[Stored entries]
===

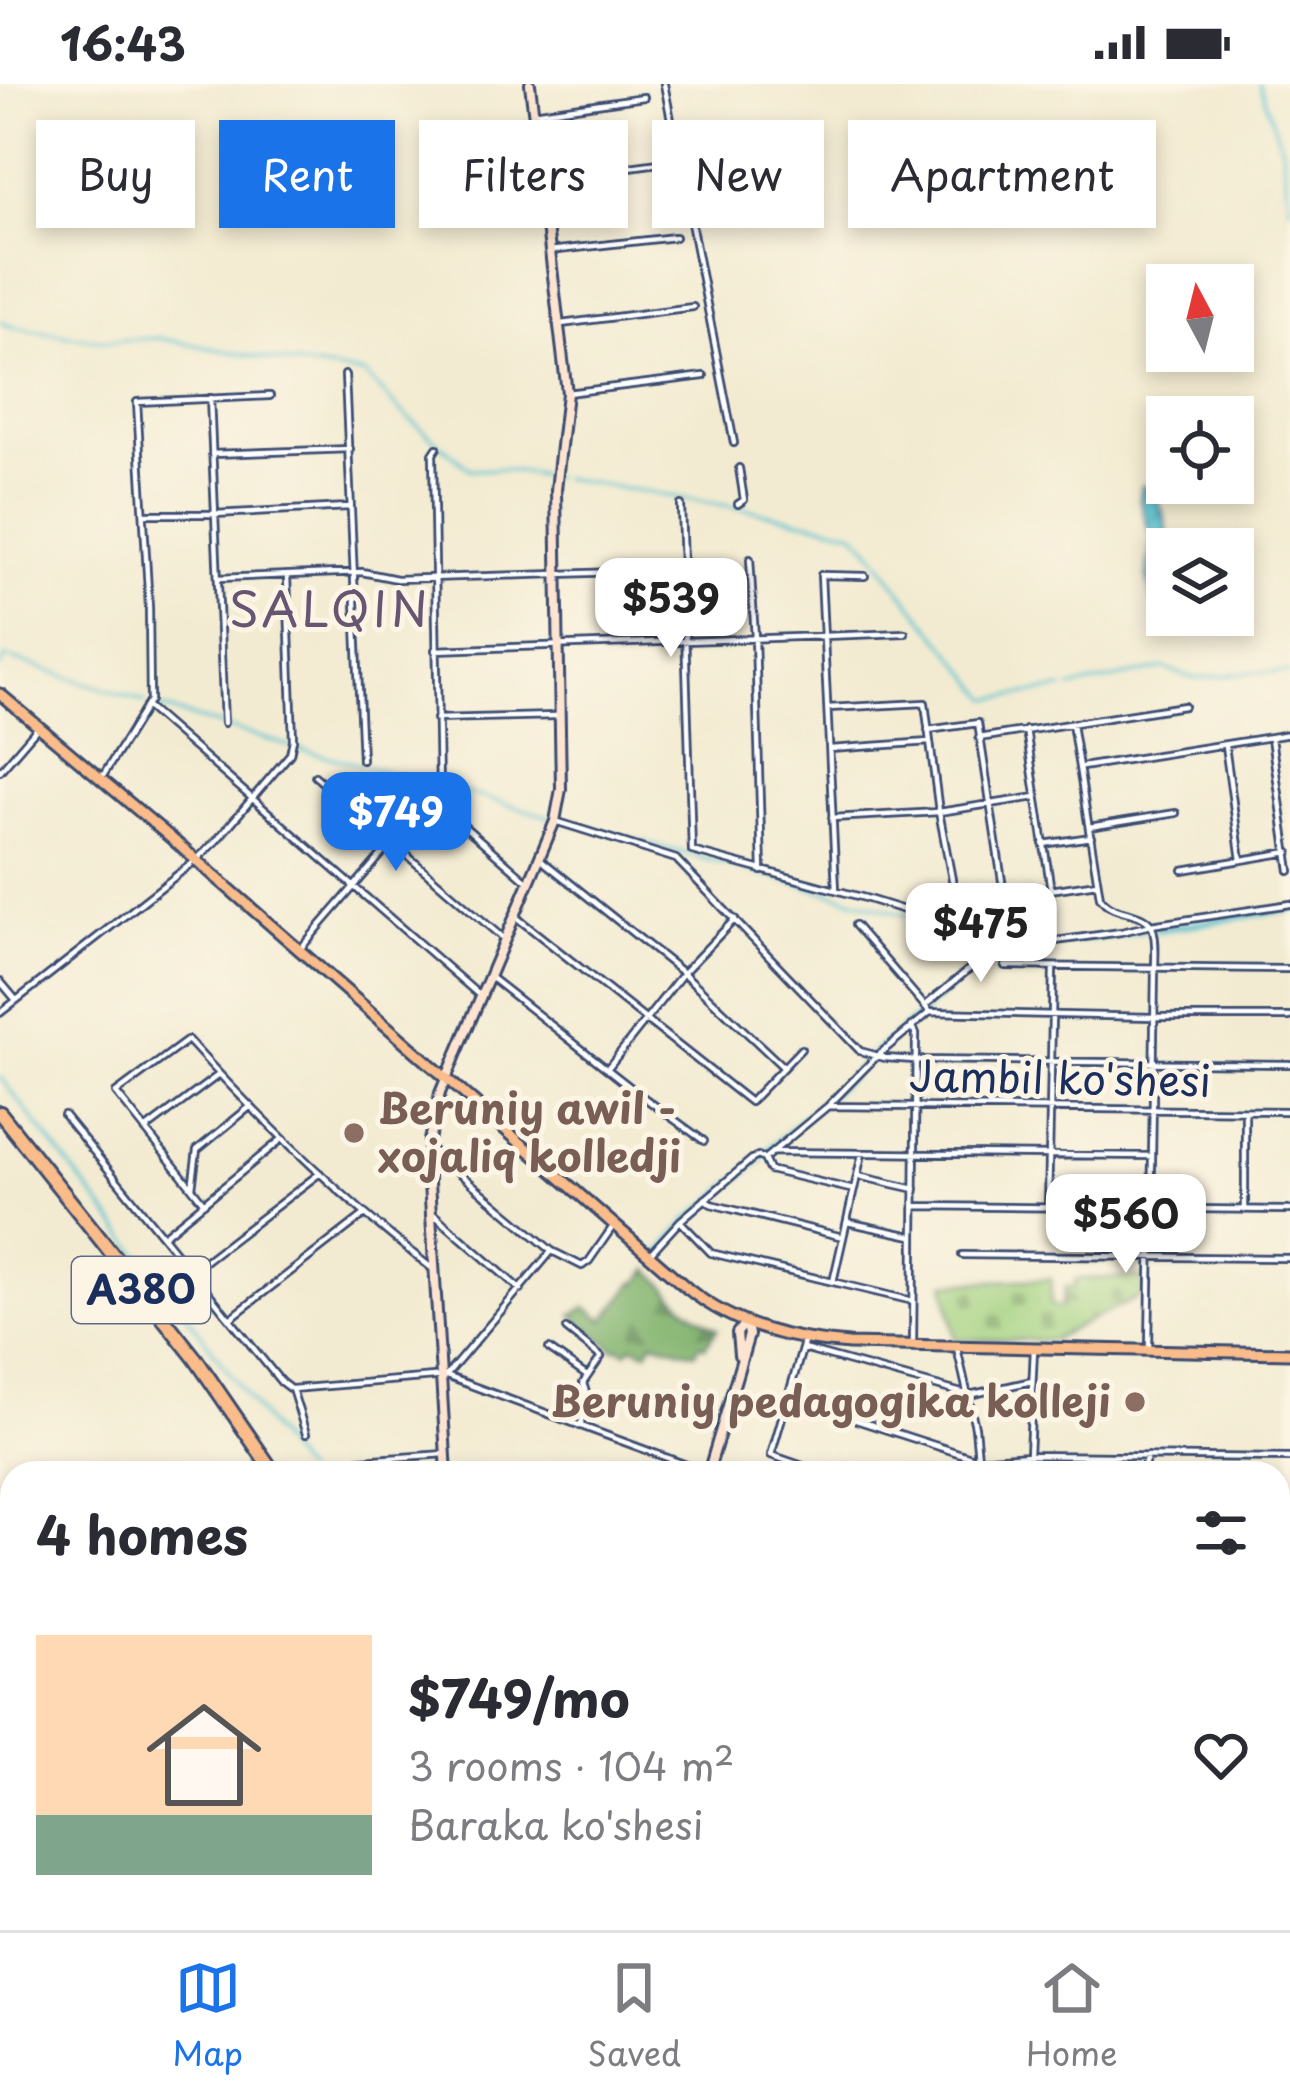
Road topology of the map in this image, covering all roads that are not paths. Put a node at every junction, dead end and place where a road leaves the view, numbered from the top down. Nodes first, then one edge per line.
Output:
1 (530, 84) edge
2 (664, 84) edge
3 (644, 97) dead end
4 (533, 113) junction
5 (534, 120) edge
6 (547, 228) edge
7 (674, 237) dead end
8 (549, 251) junction
9 (693, 307) dead end
10 (558, 324) junction
11 (345, 375) dead end
12 (704, 376) dead end
13 (567, 393) junction
14 (270, 396) dead end
15 (211, 398) junction
16 (734, 443) dead end
17 (350, 448) junction
18 (437, 448) dead end
19 (212, 454) junction
20 (739, 468) dead end
21 (738, 504) dead end
22 (681, 505) dead end
23 (352, 507) junction
24 (145, 514) junction
25 (214, 514) junction
26 (750, 559) dead end
27 (683, 570) junction
28 (354, 573) junction
29 (558, 574) junction
30 (287, 576) junction
31 (434, 576) junction
32 (865, 576) dead end
33 (218, 578) junction
34 (905, 633) dead end
35 (826, 637) junction
36 (755, 638) junction
37 (686, 639) junction
38 (560, 645) junction
39 (436, 650) junction
40 (0, 694) edge
41 (1184, 706) dead end
42 (148, 708) junction
43 (828, 708) junction
44 (562, 716) junction
45 (436, 719) junction
46 (224, 723) dead end
47 (1072, 724) junction
48 (39, 726) junction
49 (928, 730) junction
50 (1026, 730) junction
51 (1290, 734) edge
52 (979, 738) junction
53 (1271, 738) junction
54 (929, 742) junction
55 (1225, 746) junction
56 (830, 749) junction
57 (362, 760) dead end
58 (1080, 767) junction
59 (0, 771) edge
60 (315, 776) dead end
61 (101, 779) junction
62 (1036, 796) junction
63 (432, 798) junction
64 (251, 800) junction
65 (988, 804) junction
66 (939, 812) junction
67 (1176, 813) dead end
68 (832, 818) junction
69 (555, 821) junction
70 (1089, 827) junction
71 (1090, 837) junction
72 (391, 843) junction
73 (1043, 844) junction
74 (1288, 852) edge
75 (539, 858) junction
76 (1241, 860) junction
77 (195, 861) junction
78 (1183, 870) dead end
79 (762, 871) junction
80 (1290, 871) edge
81 (529, 882) junction
82 (1097, 883) junction
83 (352, 887) junction
84 (836, 890) junction
85 (1051, 890) junction
86 (1004, 897) junction
87 (956, 904) junction
88 (1290, 904) edge
89 (515, 916) junction
90 (735, 919) junction
91 (855, 925) dead end
92 (1150, 925) junction
93 (962, 928) junction
94 (505, 940) junction
95 (991, 944) junction
96 (1012, 946) junction
97 (299, 951) junction
98 (1005, 966) dead end
99 (1053, 968) junction
100 (1155, 969) junction
101 (1290, 969) edge
102 (683, 973) junction
103 (490, 976) junction
104 (0, 981) edge
105 (482, 998) junction
106 (16, 1000) junction
107 (928, 1008) junction
108 (0, 1013) edge
109 (1053, 1015) junction
110 (1154, 1017) junction
111 (1290, 1017) edge
112 (644, 1020) junction
113 (912, 1026) junction
114 (802, 1049) dead end
115 (877, 1056) junction
116 (915, 1060) junction
117 (1051, 1060) junction
118 (1153, 1062) junction
119 (1290, 1064) edge
120 (782, 1066) junction
121 (607, 1069) junction
122 (219, 1074) junction
123 (446, 1079) junction
124 (252, 1105) junction
125 (828, 1106) junction
126 (914, 1107) junction
127 (1049, 1108) junction
128 (1152, 1110) junction
129 (1245, 1111) junction
130 (1290, 1111) edge
131 (0, 1113) edge
132 (64, 1115) dead end
133 (145, 1130) junction
134 (282, 1139) junction
135 (704, 1141) dead end
136 (429, 1148) junction
137 (773, 1152) junction
138 (862, 1154) junction
139 (914, 1154) junction
140 (1051, 1155) junction
141 (1151, 1156) junction
142 (764, 1159) junction
143 (320, 1173) junction
144 (858, 1176) junction
145 (192, 1188) junction
146 (915, 1189) junction
147 (854, 1190) junction
148 (705, 1199) junction
149 (204, 1203) junction
150 (915, 1207) junction
151 (1048, 1207) junction
152 (1151, 1208) junction
153 (1245, 1209) junction
154 (1290, 1210) edge
155 (431, 1212) junction
156 (364, 1214) junction
157 (680, 1222) junction
158 (847, 1222) junction
159 (615, 1225) junction
160 (163, 1236) junction
161 (843, 1237) junction
162 (913, 1237) junction
163 (552, 1251) junction
164 (649, 1255) junction
165 (962, 1255) dead end
166 (1150, 1256) junction
167 (1290, 1258) edge
168 (434, 1270) junction
169 (192, 1271) junction
170 (833, 1282) junction
171 (521, 1290) junction
172 (913, 1301) junction
173 (231, 1318) junction
174 (566, 1329) dead end
175 (744, 1329) junction
176 (804, 1344) junction
177 (913, 1347) junction
178 (549, 1348) dead end
179 (958, 1348) junction
180 (1034, 1349) junction
181 (1149, 1350) junction
182 (1290, 1353) edge
183 (587, 1376) junction
184 (443, 1377) junction
185 (1032, 1381) junction
186 (292, 1389) junction
187 (969, 1395) junction
188 (788, 1398) junction
189 (580, 1426) junction
190 (307, 1434) dead end
191 (446, 1454) junction
192 (1029, 1455) junction
193 (1147, 1456) junction
194 (1290, 1458) edge
195 (977, 1459) junction
196 (266, 1461) edge
197 (348, 1461) edge
198 (446, 1461) edge
199 (675, 1461) edge
200 (711, 1461) edge
201 (788, 1461) edge
202 (1146, 1461) edge

1 - 4 street
2 - 16 street
3 - 4 street
4 - 5 street
6 - 8 street
7 - 8 street
8 - 10 street
9 - 10 street
10 - 13 street
11 - 17 street
12 - 13 street
13 - 29 street
14 - 15 street
15 - 19 street
15 - 24 street
17 - 19 street
17 - 23 street
18 - 31 street
19 - 25 street
20 - 21 street
22 - 27 street
23 - 25 street
23 - 28 street
24 - 25 street
24 - 42 street
25 - 33 street
26 - 36 street
27 - 29 street
27 - 37 street
28 - 30 street
28 - 31 street
28 - 57 street
29 - 31 street
29 - 38 street
30 - 33 street
30 - 64 street
31 - 39 street
32 - 35 street
33 - 46 street
34 - 35 street
35 - 36 street
35 - 43 street
36 - 37 street
36 - 79 street
37 - 38 street
37 - 79 street
38 - 39 street
38 - 44 street
39 - 45 street
40 - 48 main road
41 - 47 street
42 - 61 street
42 - 64 street
43 - 49 street
43 - 56 street
44 - 45 street
44 - 69 street
45 - 63 street
47 - 50 street
47 - 58 street
48 - 59 street
48 - 61 main road
49 - 52 street
49 - 54 street
50 - 52 street
50 - 62 street
51 - 53 street
52 - 65 street
53 - 55 street
53 - 74 street
54 - 56 street
54 - 66 street
55 - 58 street
55 - 76 street
56 - 68 street
58 - 70 street
60 - 72 street
61 - 77 main road
62 - 65 street
62 - 73 street
63 - 72 street
63 - 81 street
64 - 77 street
64 - 83 street
65 - 66 street
65 - 86 street
66 - 68 street
66 - 87 street
67 - 70 street
68 - 84 street
69 - 75 street
69 - 90 street
70 - 71 street
71 - 73 street
71 - 82 street
72 - 83 street
72 - 94 street
73 - 85 street
74 - 76 street
74 - 80 street
75 - 81 street
75 - 102 street
76 - 78 street
77 - 97 main road
77 - 106 street
79 - 84 street
81 - 89 street
82 - 85 street
82 - 92 street
83 - 97 street
83 - 105 street
84 - 93 street
85 - 86 street
86 - 87 street
86 - 96 street
87 - 93 street
88 - 92 street
89 - 94 street
89 - 112 street
90 - 102 street
90 - 115 street
91 - 107 street
92 - 96 street
92 - 100 street
93 - 95 street
94 - 103 street
95 - 96 street
95 - 107 street
97 - 123 main road
98 - 99 street
99 - 100 street
99 - 109 street
100 - 101 street
100 - 110 street
102 - 112 street
102 - 120 street
103 - 105 street
103 - 121 street
104 - 106 street
105 - 123 street
106 - 108 street
107 - 109 street
107 - 113 street
109 - 110 street
109 - 117 street
110 - 111 street
110 - 118 street
112 - 120 street
112 - 121 street
113 - 115 street
113 - 116 street
114 - 120 street
115 - 116 street
115 - 125 street
116 - 117 street
116 - 126 street
117 - 118 street
117 - 127 street
118 - 119 street
118 - 128 street
121 - 135 street
122 - 124 street
122 - 133 street
122 - 133 street
123 - 136 street
123 - 159 main road
124 - 134 street
124 - 145 street
125 - 126 street, Jambil ko'shesi
125 - 137 street
126 - 127 street, Jambil ko'shesi
126 - 139 street
127 - 128 street, Jambil ko'shesi
127 - 140 street
128 - 129 street, Jambil ko'shesi
128 - 141 street
129 - 130 street, Jambil ko'shesi
129 - 153 street
131 - 196 highway, A380
132 - 160 street
133 - 145 street
134 - 143 street
134 - 149 street
136 - 155 street
136 - 163 street
137 - 138 street
137 - 142 street
138 - 139 street
138 - 144 street
139 - 140 street
139 - 146 street
140 - 141 street
140 - 151 street
141 - 152 street
142 - 147 street
142 - 148 street
143 - 156 street
143 - 169 street
144 - 146 street
144 - 147 street
145 - 149 street
146 - 150 street
147 - 158 street
148 - 157 street
148 - 161 street
149 - 160 street
150 - 151 street
150 - 162 street
151 - 152 street
152 - 153 street
152 - 166 street
153 - 154 street
155 - 168 street
155 - 171 street
156 - 168 street
156 - 173 street
157 - 164 street
157 - 170 street
158 - 161 street
158 - 162 street
159 - 163 street
159 - 164 main road
160 - 169 street
161 - 170 street
162 - 172 street
163 - 171 street
164 - 175 main road
165 - 166 street
166 - 167 street
166 - 181 street
168 - 184 street
169 - 173 street
170 - 172 street
171 - 184 street
172 - 177 street
173 - 186 street
174 - 183 street
175 - 176 main road
175 - 200 street
176 - 177 main road
176 - 187 street
176 - 188 street
177 - 179 main road
178 - 183 street
179 - 180 main road
179 - 187 street
180 - 181 main road
180 - 185 street
181 - 182 main road
183 - 189 street
184 - 186 street
184 - 189 street
184 - 191 street
185 - 187 street
185 - 192 street
186 - 190 street
187 - 195 street
188 - 195 street
188 - 201 street
189 - 199 street
191 - 197 street
191 - 198 street
192 - 193 street
192 - 195 street
193 - 194 street
193 - 202 street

===

- **Goal of the exercise**: Note each line above that contains "shesi" and copy it out.

- **Written answer**:
125 - 126 street, Jambil ko'shesi
126 - 127 street, Jambil ko'shesi
127 - 128 street, Jambil ko'shesi
128 - 129 street, Jambil ko'shesi
129 - 130 street, Jambil ko'shesi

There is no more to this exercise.